Als Kehrseite des Aufteilens machen wir auch die Bedingungen fürs Zusammenführen explizit. In Fällen wie den folgenden bringt ein eigener Standort meist kaum Nutzen.

  • Dieselbe Person zählt ihn zur selben Zeit
  • Sie unterscheiden beim Versand nicht, von welcher Seite ausgeliefert wird — es ist faktisch ein Bestandstopf
  • Der Bestand bewegt sich stets gemeinsam, und es gibt kaum einen Moment, in dem Sie nur eine Seite aktualisieren würden
  • Selbst wenn Sie ihn aufteilen, schaut niemand auf die Unterscheidung, um eine Entscheidung zu treffen

Der letzte Punkt wird leicht übersehen. Nutzt niemand die aufgeteilte Zahl, erzeugt die Aufteilung nur Verwaltungsaufwand und sonst nichts. Die Frage „Wird diese Unterscheidung in irgendeiner Entscheidung genutzt?“ hilft, überflüssige Standorte zu streichen.
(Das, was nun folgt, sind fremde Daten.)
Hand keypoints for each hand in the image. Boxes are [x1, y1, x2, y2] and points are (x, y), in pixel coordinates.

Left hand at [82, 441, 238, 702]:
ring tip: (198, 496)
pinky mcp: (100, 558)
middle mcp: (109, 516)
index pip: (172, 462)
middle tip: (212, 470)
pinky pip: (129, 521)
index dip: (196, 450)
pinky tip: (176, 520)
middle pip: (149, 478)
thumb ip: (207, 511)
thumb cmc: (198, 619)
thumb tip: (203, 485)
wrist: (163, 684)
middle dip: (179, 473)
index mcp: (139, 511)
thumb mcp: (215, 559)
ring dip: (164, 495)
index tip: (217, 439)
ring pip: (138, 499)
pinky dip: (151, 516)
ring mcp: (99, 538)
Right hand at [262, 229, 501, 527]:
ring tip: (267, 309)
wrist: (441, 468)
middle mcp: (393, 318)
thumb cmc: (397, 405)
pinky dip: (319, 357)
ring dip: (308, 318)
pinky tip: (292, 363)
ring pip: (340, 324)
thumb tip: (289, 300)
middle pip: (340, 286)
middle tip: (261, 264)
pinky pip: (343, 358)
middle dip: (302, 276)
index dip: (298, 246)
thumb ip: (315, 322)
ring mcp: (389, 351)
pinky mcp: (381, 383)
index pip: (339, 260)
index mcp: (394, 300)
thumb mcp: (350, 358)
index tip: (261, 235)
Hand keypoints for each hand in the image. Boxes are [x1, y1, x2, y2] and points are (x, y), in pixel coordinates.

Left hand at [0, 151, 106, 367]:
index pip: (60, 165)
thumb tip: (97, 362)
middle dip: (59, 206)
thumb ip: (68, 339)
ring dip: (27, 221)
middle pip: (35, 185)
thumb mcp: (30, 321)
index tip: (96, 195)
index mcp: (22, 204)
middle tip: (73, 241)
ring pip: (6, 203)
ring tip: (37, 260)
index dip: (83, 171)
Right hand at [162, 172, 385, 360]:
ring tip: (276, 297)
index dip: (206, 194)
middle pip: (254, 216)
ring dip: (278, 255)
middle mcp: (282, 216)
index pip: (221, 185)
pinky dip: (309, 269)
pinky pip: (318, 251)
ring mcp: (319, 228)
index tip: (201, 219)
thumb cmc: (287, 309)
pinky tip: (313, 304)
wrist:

Den Anfang so anlegen, dass Sie später ergänzen

Ihre Standortanzahl ist nach der Entscheidung nicht in Stein gemeißelt. Geschäfte verändern sich, Lager kommen und gehen. Genau deshalb macht es Sie veränderungsfähig, von Anfang an mit der Annahme zu planen, später zu ergänzen. Mit dem Minimum starten und nur dort nachträglich aufteilen, wo der Betrieb zu schmerzen beginnt — das ist der realistische Weg.
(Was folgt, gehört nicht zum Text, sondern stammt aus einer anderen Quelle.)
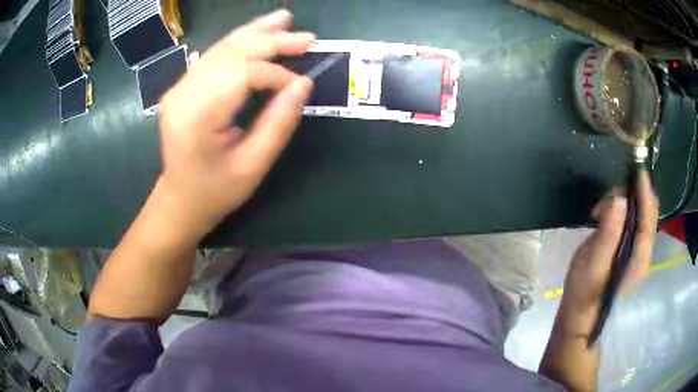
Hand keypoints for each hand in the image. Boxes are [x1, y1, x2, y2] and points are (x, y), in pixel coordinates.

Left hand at [156, 10, 314, 236]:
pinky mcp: (182, 86)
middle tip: (307, 38)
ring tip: (284, 19)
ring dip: (256, 33)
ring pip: (222, 48)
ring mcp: (179, 87)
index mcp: (197, 117)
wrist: (179, 199)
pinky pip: (214, 56)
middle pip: (232, 53)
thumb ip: (278, 123)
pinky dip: (240, 42)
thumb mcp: (253, 166)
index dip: (276, 74)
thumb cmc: (215, 191)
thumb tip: (304, 83)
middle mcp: (183, 94)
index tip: (299, 87)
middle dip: (271, 41)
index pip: (242, 75)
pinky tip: (258, 33)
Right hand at [560, 169, 658, 335]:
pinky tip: (606, 216)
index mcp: (639, 258)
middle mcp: (644, 253)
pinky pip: (633, 222)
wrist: (581, 313)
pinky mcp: (631, 250)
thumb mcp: (593, 262)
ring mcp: (639, 252)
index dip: (644, 191)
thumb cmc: (585, 291)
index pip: (648, 217)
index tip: (637, 170)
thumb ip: (609, 232)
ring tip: (601, 210)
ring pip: (640, 215)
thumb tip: (619, 199)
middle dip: (633, 195)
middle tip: (609, 195)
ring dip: (624, 203)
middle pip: (647, 213)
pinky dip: (622, 211)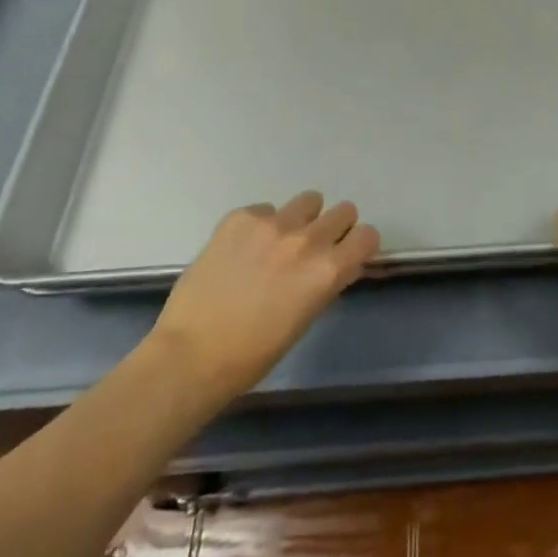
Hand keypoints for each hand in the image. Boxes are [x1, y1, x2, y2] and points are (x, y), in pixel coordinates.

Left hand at [149, 191, 378, 403]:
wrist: (189, 355)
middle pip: (344, 211)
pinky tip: (242, 251)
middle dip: (334, 229)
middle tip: (312, 250)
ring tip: (278, 243)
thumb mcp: (306, 317)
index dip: (359, 245)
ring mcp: (272, 224)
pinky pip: (265, 208)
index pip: (368, 235)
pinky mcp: (240, 218)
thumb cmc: (253, 354)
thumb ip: (327, 281)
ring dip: (302, 219)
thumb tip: (339, 262)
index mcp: (328, 270)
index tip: (347, 254)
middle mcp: (307, 240)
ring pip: (309, 201)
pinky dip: (261, 225)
Sie müssen die perfekte Standortstruktur nicht am ersten Tag treffen. Sie ergänzen die fehlenden Grenzen einfach im laufenden Betrieb.
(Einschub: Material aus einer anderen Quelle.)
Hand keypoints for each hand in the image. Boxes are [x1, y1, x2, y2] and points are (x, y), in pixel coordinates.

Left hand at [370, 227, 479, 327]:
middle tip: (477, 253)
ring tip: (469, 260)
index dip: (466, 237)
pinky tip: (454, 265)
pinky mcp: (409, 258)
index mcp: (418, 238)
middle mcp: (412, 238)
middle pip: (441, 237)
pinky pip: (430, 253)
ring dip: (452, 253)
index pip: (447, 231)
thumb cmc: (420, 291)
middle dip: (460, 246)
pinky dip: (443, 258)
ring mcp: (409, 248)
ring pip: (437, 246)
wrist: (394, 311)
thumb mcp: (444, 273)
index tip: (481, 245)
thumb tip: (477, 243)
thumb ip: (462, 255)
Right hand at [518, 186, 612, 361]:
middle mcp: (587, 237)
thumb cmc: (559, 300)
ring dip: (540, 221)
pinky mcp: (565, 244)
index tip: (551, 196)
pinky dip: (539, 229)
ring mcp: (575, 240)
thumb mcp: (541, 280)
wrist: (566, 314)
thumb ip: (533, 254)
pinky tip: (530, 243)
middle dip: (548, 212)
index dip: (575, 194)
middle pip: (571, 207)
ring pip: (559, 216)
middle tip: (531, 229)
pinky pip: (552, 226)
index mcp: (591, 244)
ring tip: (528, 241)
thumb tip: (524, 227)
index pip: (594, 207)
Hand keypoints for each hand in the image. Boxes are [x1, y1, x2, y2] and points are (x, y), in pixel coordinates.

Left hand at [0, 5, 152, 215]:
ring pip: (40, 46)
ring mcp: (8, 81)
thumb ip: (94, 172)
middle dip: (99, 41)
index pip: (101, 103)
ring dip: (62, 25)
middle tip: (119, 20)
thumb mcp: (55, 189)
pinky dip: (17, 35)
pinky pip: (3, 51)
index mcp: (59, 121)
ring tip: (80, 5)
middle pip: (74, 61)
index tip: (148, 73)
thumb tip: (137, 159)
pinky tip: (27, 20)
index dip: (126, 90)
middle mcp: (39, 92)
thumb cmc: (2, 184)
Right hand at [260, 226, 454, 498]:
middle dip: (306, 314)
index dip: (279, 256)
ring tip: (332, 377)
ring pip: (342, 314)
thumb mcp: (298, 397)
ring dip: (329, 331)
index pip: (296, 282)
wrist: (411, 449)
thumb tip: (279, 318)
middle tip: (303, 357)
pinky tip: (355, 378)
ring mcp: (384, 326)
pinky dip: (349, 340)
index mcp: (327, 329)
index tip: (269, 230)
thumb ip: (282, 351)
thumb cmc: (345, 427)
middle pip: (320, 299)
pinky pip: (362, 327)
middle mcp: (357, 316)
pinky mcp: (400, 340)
Wenn Sie mit einer Tabelle als Bestands-Master synchronisieren, ändert das Hinzufügen von Standorten das Grundgerüst Ihres Ablaufs nicht. Sync Master unterstützt mehrere Standorte und kann vorrätige Mengen je Standort direkt aus Ihrer Tabelle schreiben. Und mit der geplanten Synchronisation bleibt Ihr manueller Aufwand kaum verändert, selbst wenn die Standorte zunehmen. Legen Sie einen neuen Standort an, können Sie mit dem Verbindungstest vor jedem echten Sync Ihr Spalten-Mapping prüfen und so beruhigt umstellen, ohne Verwechslungen zu riskieren.

Eine Checkliste für Ihre eigene Standortanzahl

Zum Schluss eine Checkliste, um die Sache praktisch zu klären. Listen Sie Ihre Kandidatenorte oder Bestandsgruppen auf und prüfen Sie für jede das Folgende.

  • Liefern Sie tatsächlich Bestellungen daraus aus (ist er als Versandquelle eigenständig)?
  • Ist eine andere Person oder ein anderes Team für seine Mengen verantwortlich?
  • Sind Zeitpunkt oder Verantwortliche der Inventur von den anderen getrennt?
  • Nutzen Sie die aufgeteilte Zahl für Entscheidungen wie Preis, Nachschub oder Verkaufsstopp?
  • Ist zu erwarten, dass diese Gruppe in naher Zukunft wächst oder sich aufteilt?

Zwei oder mehr „Ja“ sprechen für einen eigenständigen Standort; überwiegend „Nein“ bedeutet zusammenführen. Das genügt als Faustregel. Streben Sie keine Perfektion an — wenige starten und im Betrieb wachsen lassen. Das ist der sicherste Weg zu einem Standortdesign mit weder zu viel noch zu wenig.